=== RECORDS TO PROCESS ===
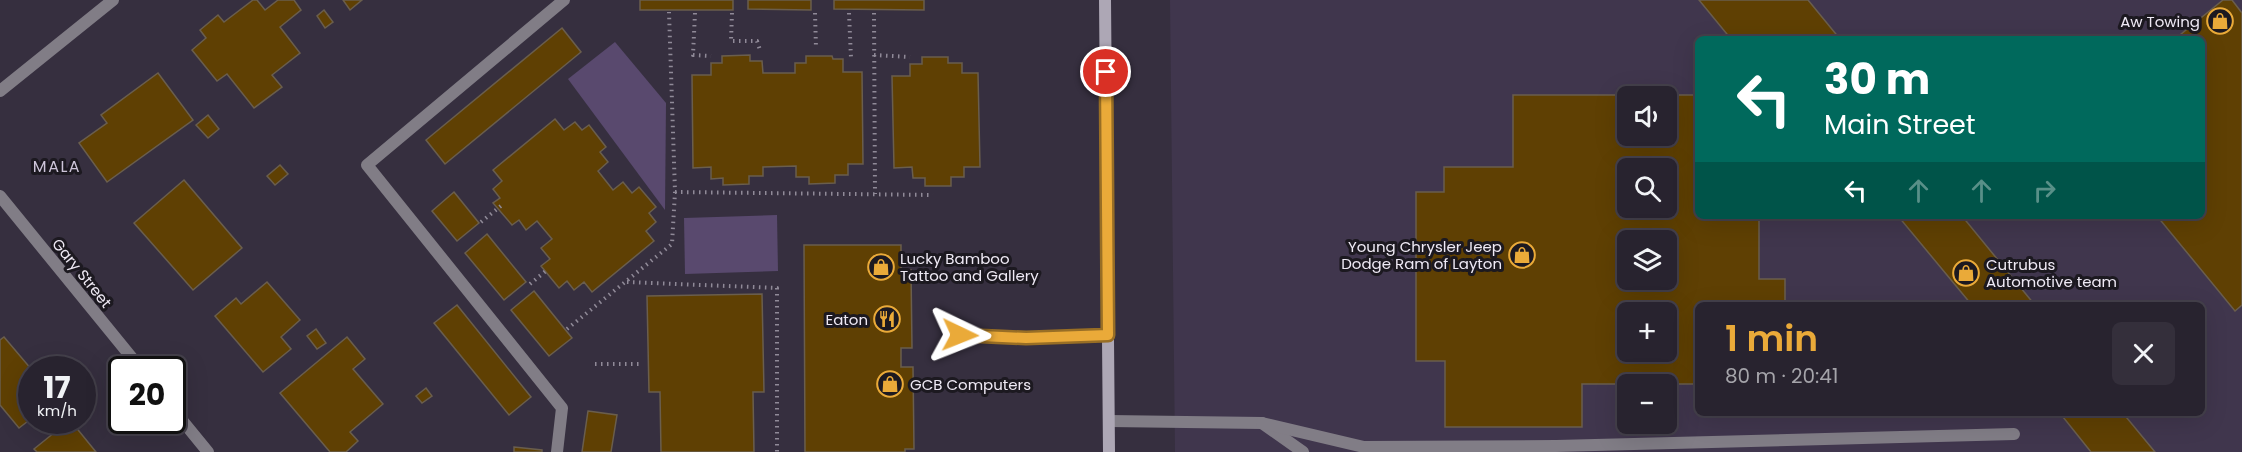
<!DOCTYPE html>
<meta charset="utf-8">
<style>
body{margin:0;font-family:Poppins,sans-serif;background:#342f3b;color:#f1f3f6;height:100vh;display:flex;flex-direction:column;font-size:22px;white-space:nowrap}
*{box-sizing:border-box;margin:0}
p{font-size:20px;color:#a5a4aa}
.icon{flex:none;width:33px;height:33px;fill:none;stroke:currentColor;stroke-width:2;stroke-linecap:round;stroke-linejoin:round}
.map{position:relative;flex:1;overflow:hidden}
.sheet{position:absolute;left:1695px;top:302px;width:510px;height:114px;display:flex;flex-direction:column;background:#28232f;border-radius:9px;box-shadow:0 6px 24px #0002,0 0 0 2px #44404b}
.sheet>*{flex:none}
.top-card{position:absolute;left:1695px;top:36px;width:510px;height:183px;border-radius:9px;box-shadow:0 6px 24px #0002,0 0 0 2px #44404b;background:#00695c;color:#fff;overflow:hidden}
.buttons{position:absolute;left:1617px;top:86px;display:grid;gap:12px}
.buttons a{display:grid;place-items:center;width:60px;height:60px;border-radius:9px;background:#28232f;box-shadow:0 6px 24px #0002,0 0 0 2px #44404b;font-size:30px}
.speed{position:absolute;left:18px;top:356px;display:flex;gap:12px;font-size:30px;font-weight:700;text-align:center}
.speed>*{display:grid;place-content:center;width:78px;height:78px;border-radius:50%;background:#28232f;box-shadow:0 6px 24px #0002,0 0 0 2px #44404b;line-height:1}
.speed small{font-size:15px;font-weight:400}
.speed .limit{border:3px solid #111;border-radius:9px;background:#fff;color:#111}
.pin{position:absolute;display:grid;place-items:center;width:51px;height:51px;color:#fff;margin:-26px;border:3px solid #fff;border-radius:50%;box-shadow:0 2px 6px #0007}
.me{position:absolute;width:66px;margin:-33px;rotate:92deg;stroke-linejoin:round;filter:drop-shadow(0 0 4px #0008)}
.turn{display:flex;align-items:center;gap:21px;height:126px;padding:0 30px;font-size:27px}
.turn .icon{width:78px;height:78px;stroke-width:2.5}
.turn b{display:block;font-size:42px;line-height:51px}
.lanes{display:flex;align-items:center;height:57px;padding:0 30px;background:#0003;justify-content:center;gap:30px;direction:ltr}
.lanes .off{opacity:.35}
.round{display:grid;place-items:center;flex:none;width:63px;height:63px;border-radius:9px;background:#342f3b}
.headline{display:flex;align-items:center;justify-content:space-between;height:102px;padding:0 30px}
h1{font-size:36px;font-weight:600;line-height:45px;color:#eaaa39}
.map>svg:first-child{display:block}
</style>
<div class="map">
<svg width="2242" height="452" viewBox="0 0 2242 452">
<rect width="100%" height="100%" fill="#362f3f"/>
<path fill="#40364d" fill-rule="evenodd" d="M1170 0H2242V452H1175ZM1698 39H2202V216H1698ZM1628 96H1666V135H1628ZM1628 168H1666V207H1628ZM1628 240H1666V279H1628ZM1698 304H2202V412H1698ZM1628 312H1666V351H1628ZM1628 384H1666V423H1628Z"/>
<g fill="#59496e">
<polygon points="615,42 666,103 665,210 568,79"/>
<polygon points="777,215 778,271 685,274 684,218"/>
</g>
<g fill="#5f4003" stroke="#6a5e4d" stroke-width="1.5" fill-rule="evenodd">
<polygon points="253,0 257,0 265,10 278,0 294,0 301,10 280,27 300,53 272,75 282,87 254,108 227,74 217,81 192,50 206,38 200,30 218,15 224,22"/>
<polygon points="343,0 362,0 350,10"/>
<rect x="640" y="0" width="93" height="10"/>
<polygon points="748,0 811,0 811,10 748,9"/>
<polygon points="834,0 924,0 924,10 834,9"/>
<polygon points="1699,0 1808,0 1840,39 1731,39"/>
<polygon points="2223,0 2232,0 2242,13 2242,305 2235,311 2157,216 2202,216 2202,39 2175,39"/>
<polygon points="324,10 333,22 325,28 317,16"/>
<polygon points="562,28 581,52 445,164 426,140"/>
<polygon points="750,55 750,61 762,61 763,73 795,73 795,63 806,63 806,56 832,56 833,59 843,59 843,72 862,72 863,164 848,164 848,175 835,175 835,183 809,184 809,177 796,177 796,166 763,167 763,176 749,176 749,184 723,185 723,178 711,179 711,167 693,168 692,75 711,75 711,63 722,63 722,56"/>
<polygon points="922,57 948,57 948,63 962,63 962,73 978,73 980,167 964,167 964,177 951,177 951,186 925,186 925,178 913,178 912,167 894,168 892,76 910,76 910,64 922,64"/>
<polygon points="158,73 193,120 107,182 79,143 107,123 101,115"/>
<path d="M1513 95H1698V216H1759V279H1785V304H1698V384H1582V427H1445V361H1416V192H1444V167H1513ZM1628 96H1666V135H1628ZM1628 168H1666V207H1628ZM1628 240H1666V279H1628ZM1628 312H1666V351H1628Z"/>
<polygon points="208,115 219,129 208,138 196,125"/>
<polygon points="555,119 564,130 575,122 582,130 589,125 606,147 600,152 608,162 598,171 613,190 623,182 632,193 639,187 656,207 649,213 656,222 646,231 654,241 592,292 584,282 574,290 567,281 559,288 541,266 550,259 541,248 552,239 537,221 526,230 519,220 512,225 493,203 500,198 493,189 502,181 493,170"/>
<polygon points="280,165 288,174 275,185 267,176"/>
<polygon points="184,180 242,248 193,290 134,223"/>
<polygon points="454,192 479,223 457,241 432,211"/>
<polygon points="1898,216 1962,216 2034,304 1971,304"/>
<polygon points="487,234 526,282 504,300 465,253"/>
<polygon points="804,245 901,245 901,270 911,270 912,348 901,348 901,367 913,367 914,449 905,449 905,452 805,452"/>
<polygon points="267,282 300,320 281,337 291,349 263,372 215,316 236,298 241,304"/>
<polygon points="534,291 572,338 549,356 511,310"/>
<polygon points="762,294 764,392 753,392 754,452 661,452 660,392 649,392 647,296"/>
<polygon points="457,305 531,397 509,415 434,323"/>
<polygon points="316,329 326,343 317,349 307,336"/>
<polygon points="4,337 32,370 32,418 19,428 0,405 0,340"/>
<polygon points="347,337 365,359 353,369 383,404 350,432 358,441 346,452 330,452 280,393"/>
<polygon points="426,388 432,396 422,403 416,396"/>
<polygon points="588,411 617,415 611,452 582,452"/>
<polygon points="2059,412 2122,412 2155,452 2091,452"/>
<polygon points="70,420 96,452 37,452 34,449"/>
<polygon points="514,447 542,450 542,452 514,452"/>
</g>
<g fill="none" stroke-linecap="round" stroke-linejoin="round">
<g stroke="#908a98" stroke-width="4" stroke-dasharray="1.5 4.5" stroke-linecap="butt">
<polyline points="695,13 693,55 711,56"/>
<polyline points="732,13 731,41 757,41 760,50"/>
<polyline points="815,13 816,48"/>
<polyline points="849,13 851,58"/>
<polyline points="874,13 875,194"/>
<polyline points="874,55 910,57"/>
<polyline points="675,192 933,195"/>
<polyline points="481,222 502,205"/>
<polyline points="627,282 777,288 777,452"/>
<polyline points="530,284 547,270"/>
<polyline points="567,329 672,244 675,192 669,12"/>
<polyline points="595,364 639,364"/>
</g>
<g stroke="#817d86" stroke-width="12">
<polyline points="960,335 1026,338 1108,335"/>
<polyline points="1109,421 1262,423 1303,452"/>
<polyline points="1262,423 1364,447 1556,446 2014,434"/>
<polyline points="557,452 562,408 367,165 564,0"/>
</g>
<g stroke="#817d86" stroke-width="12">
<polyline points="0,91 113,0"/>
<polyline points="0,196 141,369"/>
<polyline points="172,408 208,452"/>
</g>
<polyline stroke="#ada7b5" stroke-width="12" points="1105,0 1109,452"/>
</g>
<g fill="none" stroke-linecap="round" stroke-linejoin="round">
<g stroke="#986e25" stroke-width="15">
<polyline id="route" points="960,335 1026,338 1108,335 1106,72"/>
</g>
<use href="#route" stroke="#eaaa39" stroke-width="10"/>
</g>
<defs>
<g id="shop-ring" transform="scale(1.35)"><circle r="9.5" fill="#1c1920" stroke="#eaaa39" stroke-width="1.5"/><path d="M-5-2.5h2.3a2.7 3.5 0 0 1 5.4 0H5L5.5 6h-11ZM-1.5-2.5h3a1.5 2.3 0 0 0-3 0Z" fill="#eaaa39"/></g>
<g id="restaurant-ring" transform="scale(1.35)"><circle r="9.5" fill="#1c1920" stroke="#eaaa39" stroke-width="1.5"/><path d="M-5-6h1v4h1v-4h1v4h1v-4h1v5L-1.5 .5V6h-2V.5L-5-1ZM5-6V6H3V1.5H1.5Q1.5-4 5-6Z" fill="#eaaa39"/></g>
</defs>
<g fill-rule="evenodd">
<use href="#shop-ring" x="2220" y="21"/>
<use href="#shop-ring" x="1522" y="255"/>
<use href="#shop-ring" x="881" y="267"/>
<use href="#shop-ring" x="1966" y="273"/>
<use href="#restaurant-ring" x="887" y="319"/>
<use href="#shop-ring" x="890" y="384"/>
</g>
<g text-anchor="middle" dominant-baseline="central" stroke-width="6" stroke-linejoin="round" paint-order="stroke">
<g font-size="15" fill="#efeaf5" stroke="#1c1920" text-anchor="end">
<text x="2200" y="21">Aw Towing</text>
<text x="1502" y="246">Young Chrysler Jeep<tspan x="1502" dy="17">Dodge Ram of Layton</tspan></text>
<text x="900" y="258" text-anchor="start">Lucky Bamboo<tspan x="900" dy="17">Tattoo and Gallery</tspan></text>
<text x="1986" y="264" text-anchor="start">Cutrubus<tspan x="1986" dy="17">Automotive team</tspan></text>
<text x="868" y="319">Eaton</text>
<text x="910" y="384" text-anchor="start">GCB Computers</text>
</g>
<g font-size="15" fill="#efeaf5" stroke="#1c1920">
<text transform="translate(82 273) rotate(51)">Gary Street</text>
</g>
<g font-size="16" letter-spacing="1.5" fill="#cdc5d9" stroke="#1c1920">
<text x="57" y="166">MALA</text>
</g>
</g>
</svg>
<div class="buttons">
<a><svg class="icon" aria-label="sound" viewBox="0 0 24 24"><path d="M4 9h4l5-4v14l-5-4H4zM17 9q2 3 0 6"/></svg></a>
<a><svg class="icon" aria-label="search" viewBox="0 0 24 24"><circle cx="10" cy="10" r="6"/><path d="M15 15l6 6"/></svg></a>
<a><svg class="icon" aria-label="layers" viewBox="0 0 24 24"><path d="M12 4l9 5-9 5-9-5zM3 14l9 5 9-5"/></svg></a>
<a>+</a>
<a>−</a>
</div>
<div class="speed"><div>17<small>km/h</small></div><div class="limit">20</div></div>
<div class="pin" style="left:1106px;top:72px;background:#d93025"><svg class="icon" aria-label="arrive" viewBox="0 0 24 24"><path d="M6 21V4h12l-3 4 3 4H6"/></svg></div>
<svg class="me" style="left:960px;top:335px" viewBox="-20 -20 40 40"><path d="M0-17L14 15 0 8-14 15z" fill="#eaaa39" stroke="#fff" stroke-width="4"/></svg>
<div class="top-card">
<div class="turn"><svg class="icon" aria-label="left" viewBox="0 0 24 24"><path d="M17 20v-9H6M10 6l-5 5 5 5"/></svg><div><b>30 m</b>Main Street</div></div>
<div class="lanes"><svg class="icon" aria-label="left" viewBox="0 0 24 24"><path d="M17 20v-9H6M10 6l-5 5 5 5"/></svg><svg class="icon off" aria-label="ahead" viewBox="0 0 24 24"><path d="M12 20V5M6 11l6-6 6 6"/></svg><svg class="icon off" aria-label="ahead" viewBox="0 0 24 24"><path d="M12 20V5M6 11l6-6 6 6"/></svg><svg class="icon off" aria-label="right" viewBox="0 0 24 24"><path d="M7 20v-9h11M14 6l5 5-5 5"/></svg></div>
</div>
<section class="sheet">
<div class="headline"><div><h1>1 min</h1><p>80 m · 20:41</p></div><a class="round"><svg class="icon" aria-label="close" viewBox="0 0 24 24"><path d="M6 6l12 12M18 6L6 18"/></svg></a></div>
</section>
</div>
===
=== RECORDS TO PROCESS ===
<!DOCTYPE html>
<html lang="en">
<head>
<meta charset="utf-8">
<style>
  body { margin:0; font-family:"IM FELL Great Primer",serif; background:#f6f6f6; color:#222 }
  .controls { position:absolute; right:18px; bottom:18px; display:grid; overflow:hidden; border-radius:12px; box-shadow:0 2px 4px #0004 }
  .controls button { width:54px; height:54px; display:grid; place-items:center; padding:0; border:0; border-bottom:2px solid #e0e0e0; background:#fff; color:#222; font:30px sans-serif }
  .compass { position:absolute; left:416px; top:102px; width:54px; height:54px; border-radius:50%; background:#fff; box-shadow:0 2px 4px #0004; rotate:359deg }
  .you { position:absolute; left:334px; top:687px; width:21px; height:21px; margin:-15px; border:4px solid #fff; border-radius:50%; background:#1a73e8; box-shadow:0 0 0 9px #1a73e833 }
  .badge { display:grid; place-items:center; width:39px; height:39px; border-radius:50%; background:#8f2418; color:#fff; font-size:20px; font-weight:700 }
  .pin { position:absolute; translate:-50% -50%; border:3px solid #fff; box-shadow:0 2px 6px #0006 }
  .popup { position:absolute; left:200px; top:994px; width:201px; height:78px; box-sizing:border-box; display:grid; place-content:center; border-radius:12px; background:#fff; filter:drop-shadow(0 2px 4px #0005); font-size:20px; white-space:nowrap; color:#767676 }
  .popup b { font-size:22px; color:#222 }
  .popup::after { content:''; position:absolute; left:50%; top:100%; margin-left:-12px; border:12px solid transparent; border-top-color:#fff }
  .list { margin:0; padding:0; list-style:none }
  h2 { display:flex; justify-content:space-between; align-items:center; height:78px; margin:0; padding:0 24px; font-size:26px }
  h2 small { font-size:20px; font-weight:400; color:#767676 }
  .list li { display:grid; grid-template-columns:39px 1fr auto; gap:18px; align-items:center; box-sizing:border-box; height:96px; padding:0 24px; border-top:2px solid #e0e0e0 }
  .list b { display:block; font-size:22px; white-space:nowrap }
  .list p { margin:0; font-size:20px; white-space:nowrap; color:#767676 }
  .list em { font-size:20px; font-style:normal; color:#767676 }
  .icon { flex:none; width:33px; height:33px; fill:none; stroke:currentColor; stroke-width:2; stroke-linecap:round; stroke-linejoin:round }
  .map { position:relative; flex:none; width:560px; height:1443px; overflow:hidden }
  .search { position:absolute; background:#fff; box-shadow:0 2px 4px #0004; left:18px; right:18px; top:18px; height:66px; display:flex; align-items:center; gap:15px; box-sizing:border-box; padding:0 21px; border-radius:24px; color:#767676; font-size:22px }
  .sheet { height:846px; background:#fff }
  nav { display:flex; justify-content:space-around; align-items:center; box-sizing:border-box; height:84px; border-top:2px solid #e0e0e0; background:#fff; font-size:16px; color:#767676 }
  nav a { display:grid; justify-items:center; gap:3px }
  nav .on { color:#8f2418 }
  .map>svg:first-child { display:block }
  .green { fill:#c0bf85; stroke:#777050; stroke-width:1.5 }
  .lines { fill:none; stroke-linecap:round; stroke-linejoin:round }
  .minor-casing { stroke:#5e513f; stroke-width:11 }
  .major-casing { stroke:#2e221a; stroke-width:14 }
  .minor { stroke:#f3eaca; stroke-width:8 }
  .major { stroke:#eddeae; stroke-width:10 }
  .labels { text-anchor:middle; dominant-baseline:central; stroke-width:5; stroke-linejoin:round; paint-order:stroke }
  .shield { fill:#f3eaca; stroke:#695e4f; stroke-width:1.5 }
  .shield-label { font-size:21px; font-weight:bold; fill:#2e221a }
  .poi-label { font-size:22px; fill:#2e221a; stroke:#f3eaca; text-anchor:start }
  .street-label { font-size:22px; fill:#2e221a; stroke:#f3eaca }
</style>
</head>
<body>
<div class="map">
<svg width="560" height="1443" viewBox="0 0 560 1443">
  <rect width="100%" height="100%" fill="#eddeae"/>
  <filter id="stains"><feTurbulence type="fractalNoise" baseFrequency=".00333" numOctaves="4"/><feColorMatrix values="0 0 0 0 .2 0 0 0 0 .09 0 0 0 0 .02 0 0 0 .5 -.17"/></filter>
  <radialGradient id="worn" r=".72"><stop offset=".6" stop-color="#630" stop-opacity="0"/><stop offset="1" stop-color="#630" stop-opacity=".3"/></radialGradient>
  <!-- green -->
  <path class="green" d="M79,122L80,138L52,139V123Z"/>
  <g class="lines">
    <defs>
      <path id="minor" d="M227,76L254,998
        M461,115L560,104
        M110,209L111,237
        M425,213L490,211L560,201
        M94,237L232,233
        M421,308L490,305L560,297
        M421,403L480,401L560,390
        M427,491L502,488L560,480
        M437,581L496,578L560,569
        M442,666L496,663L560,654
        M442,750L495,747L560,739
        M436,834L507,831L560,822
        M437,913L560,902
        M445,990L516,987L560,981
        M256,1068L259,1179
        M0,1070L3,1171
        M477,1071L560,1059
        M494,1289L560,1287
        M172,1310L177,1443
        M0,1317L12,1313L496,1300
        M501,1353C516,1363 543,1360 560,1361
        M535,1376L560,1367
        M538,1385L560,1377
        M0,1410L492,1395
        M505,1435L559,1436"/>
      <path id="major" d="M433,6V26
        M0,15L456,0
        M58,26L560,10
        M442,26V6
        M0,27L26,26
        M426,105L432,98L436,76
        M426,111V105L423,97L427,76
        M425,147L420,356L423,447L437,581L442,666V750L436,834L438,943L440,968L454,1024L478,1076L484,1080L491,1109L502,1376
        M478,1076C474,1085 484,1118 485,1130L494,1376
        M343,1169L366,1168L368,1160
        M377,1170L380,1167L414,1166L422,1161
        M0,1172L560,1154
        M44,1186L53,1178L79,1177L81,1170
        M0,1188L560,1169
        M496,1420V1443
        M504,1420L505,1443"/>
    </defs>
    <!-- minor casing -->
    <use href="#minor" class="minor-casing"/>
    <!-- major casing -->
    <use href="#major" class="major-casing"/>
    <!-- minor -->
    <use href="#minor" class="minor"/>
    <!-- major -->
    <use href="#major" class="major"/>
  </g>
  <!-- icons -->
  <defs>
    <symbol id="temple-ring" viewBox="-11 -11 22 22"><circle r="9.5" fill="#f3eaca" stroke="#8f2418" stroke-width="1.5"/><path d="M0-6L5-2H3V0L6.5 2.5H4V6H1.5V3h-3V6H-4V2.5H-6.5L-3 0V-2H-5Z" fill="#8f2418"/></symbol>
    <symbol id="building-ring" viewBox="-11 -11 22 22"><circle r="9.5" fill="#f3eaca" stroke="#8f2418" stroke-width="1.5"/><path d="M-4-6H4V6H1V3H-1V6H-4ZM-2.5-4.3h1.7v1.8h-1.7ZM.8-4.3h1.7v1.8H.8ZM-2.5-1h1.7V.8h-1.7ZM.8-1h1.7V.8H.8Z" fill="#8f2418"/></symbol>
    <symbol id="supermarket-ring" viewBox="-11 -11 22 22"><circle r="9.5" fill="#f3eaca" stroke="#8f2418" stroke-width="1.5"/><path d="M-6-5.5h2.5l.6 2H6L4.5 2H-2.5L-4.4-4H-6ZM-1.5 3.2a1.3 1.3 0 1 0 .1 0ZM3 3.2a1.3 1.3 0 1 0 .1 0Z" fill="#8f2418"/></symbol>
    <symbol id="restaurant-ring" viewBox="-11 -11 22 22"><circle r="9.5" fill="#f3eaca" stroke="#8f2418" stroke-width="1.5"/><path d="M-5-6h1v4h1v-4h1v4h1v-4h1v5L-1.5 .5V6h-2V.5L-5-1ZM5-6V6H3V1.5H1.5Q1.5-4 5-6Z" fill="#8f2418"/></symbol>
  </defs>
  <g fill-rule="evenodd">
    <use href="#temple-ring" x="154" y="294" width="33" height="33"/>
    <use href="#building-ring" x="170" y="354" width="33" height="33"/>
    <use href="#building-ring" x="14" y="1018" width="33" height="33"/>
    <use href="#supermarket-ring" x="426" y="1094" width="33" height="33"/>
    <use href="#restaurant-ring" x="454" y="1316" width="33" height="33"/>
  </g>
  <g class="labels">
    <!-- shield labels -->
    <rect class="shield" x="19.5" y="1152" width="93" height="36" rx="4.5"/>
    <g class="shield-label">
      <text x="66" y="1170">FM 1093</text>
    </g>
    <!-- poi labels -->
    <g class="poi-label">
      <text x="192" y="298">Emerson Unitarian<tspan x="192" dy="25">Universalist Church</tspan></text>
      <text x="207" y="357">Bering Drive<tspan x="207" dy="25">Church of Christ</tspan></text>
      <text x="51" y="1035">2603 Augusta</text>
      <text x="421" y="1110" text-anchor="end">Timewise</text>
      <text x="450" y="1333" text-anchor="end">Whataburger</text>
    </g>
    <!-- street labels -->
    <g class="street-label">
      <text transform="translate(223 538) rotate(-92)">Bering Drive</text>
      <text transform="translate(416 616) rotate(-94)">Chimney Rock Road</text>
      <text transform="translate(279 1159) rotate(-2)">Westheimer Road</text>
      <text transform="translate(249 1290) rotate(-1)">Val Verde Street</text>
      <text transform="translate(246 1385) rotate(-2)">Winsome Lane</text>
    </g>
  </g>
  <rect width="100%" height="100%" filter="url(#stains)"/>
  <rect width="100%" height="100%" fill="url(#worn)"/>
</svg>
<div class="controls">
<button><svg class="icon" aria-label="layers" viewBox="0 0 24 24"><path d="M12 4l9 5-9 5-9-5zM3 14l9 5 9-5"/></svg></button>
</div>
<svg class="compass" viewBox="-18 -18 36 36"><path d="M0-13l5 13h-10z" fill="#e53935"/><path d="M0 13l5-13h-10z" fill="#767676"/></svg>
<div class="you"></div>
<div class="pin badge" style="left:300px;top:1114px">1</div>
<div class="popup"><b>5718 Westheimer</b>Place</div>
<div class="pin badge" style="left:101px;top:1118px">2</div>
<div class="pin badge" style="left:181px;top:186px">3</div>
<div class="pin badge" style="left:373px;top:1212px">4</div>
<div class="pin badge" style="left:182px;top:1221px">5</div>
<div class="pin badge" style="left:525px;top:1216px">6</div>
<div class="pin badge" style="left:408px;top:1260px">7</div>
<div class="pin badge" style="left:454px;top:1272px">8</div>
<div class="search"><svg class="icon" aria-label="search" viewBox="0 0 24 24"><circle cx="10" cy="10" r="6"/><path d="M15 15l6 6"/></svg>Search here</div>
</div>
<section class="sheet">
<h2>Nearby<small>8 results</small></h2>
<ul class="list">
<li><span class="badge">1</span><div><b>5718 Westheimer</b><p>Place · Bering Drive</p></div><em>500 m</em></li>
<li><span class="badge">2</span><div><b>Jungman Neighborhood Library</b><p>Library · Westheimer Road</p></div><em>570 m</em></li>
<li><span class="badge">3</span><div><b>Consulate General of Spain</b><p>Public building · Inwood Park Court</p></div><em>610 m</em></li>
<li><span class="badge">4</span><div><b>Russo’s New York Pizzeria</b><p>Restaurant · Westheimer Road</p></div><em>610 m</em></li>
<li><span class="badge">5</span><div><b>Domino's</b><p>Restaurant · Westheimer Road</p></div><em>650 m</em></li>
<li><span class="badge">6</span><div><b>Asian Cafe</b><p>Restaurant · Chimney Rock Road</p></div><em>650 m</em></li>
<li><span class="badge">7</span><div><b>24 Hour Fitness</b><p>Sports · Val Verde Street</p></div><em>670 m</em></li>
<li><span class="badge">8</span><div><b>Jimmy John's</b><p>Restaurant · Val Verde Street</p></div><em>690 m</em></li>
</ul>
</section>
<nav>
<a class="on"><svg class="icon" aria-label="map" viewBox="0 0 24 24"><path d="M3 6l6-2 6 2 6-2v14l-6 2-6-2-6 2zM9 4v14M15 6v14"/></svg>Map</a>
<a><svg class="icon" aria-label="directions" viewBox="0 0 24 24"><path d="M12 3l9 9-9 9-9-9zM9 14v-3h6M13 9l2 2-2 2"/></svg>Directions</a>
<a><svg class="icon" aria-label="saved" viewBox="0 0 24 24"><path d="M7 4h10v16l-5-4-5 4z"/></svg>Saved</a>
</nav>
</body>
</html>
===
**EXERCISE**.
Only the lines above from the one with "position:relative; flex:none; width:560px;" through the one with "M442,666L496,663L560,654" should be duplicated, character for character.

**ANSWER AREA**.
  .map { position:relative; flex:none; width:560px; height:1443px; overflow:hidden }
  .search { position:absolute; background:#fff; box-shadow:0 2px 4px #0004; left:18px; right:18px; top:18px; height:66px; display:flex; align-items:center; gap:15px; box-sizing:border-box; padding:0 21px; border-radius:24px; color:#767676; font-size:22px }
  .sheet { height:846px; background:#fff }
  nav { display:flex; justify-content:space-around; align-items:center; box-sizing:border-box; height:84px; border-top:2px solid #e0e0e0; background:#fff; font-size:16px; color:#767676 }
  nav a { display:grid; justify-items:center; gap:3px }
  nav .on { color:#8f2418 }
  .map>svg:first-child { display:block }
  .green { fill:#c0bf85; stroke:#777050; stroke-width:1.5 }
  .lines { fill:none; stroke-linecap:round; stroke-linejoin:round }
  .minor-casing { stroke:#5e513f; stroke-width:11 }
  .major-casing { stroke:#2e221a; stroke-width:14 }
  .minor { stroke:#f3eaca; stroke-width:8 }
  .major { stroke:#eddeae; stroke-width:10 }
  .labels { text-anchor:middle; dominant-baseline:central; stroke-width:5; stroke-linejoin:round; paint-order:stroke }
  .shield { fill:#f3eaca; stroke:#695e4f; stroke-width:1.5 }
  .shield-label { font-size:21px; font-weight:bold; fill:#2e221a }
  .poi-label { font-size:22px; fill:#2e221a; stroke:#f3eaca; text-anchor:start }
  .street-label { font-size:22px; fill:#2e221a; stroke:#f3eaca }
</style>
</head>
<body>
<div class="map">
<svg width="560" height="1443" viewBox="0 0 560 1443">
  <rect width="100%" height="100%" fill="#eddeae"/>
  <filter id="stains"><feTurbulence type="fractalNoise" baseFrequency=".00333" numOctaves="4"/><feColorMatrix values="0 0 0 0 .2 0 0 0 0 .09 0 0 0 0 .02 0 0 0 .5 -.17"/></filter>
  <radialGradient id="worn" r=".72"><stop offset=".6" stop-color="#630" stop-opacity="0"/><stop offset="1" stop-color="#630" stop-opacity=".3"/></radialGradient>
  <!-- green -->
  <path class="green" d="M79,122L80,138L52,139V123Z"/>
  <g class="lines">
    <defs>
      <path id="minor" d="M227,76L254,998
        M461,115L560,104
        M110,209L111,237
        M425,213L490,211L560,201
        M94,237L232,233
        M421,308L490,305L560,297
        M421,403L480,401L560,390
        M427,491L502,488L560,480
        M437,581L496,578L560,569
        M442,666L496,663L560,654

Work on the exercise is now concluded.